1. URS, Design & Risk Assessment (Pre-Qualification)

• Prepare User Requirement Specification (URS) – capacity, quality (PW/WFI), temperature, storage volume, loops, sanitization method, regulatory standards (IP/BP/USP/EP).
• Do a design review – P&IDs, material of construction (SS 316L), slopes, dead-leg criteria, velocities, drainability, vent filters, instrumentation.
• Perform a risk assessment (e.g., 6M, FMEA) to identify critical parameters: temperature, flow, sanitization frequency, sampling points, biofilm risk, etc.
• Approve all drawings and technical specs before fabrication.

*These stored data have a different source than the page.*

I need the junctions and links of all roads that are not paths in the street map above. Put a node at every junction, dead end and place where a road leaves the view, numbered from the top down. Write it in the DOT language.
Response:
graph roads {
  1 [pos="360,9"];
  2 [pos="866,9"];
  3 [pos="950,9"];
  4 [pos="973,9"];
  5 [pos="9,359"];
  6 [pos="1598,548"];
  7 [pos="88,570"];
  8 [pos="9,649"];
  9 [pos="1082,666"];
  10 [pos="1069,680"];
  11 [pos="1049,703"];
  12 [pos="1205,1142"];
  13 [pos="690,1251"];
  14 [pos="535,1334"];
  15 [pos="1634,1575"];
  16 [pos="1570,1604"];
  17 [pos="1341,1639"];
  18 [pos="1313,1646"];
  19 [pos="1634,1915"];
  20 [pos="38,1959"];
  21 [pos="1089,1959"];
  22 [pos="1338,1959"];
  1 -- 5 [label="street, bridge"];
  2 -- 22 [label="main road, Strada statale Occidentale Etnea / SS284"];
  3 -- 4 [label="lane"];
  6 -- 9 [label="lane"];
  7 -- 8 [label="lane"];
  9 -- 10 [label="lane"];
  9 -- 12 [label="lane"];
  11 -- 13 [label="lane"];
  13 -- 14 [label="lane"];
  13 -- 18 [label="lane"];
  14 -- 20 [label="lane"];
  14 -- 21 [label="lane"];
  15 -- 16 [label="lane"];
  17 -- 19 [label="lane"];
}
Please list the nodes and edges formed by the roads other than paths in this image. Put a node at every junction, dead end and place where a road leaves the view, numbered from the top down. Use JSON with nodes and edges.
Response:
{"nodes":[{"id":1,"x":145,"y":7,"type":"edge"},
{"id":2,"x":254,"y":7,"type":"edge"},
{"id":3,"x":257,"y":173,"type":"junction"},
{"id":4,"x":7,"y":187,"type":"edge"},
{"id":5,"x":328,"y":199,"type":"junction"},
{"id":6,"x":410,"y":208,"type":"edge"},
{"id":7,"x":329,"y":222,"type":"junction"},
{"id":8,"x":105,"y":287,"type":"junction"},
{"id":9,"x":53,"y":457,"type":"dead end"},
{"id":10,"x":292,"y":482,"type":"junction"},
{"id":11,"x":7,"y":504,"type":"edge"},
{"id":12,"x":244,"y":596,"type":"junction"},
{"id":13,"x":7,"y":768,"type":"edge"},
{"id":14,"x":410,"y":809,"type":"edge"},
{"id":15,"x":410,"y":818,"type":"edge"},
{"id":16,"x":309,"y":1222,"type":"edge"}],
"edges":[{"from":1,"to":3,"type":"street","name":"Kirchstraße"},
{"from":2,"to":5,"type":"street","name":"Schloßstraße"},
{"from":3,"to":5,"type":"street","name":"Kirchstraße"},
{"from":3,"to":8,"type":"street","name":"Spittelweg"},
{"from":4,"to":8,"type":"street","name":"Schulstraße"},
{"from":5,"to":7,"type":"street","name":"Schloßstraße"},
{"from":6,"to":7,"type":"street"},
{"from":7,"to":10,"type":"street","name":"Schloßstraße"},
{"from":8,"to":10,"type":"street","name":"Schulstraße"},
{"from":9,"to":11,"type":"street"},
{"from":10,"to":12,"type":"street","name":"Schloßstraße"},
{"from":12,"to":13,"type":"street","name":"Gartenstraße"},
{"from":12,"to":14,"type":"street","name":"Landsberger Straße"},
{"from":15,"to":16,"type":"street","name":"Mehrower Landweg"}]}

2. Installation Qualification (IQ)

Objective: Verify that the system is installed as per approved design and manufacturer’s recommendation.

Typical IQ activities:

• Check equipment and components against approved BOM and P&IDs.
• Verify material of construction, surface finish, gaskets, valves, weld logs, slopes, and drain points.
• Verify proper installation of tanks, heat exchangers, pumps, distribution lines, filters, instruments.
• Check instrument calibration (conductivity, TOC, temperature, pressure sensors).
• Confirm tag numbers, labels, and flow direction arrows.
• Compile IQ report with deviations and resolutions.

3. Operational Qualification (OQ)

Objective: Demonstrate that the system operates as intended over the defined operating ranges.

Typical OQ activities:

• Test start-up, shutdown, normal, and worst-case operations.
• Challenge control logic: interlocks, alarms, trips, set points (temperature, conductivity, level, pressure).
• Verify sanitization cycles (hot water/steam/chemical): parameters, time, temperature, sequence.
• Verify system drainability and dead-leg flushing.
• Conduct short-term trial runs and document trend data (temperature, conductivity, TOC where applicable).
• Prepare and approve OQ report.

4. Performance Qualification (PQ) – Phase 1, 2 & 3

PQ proves consistent performance over time under routine conditions. Usually divided into 3 phases.

Phase 1 – Intensive Monitoring (Start-Up)

• Duration: typically 2–4 weeks (as per site procedure).
• Run the system continuously as per routine SOPs.
• Very frequent sampling (e.g., daily from all key points: generation, tank, return loop, user points).
• Test for chemical, microbiological, TOC, conductivity, endotoxin (for WFI).
• Adjust parameters, sanitization frequency, and procedures based on data.
• Goal: stabilize operation and identify any initial issues.

Phase 2 – Routine Operation with Monitoring

• Duration: usually 2–4 weeks.
• Operate the system by trained users under finalized SOPs (operation, cleaning, sanitization, sampling).
• Continue frequent sampling, but pattern may be slightly optimized.
• Demonstrate that the system remains under control without major intervention.

Phase 3 – Long-Term Performance

• Duration: typically 3–12 months (as per company validation policy).
• Sampling as per routine monitoring plan (e.g., weekly from user points, daily from critical points).
• Show consistent compliance with specifications across seasons, load variations, and normal maintenance.
• Final PQ summary report concludes suitability of the water system.

5. Final Documentation, Handover & Ongoing Control

• Compile VMP, URS, DQ, IQ, OQ, PQ reports, trend charts, deviations and CAPA.
• Formally approve the system for GMP use.
• Implement ongoing routine monitoring, periodic sanitization, trending of data, and requalification (e.g., annually or after major changes).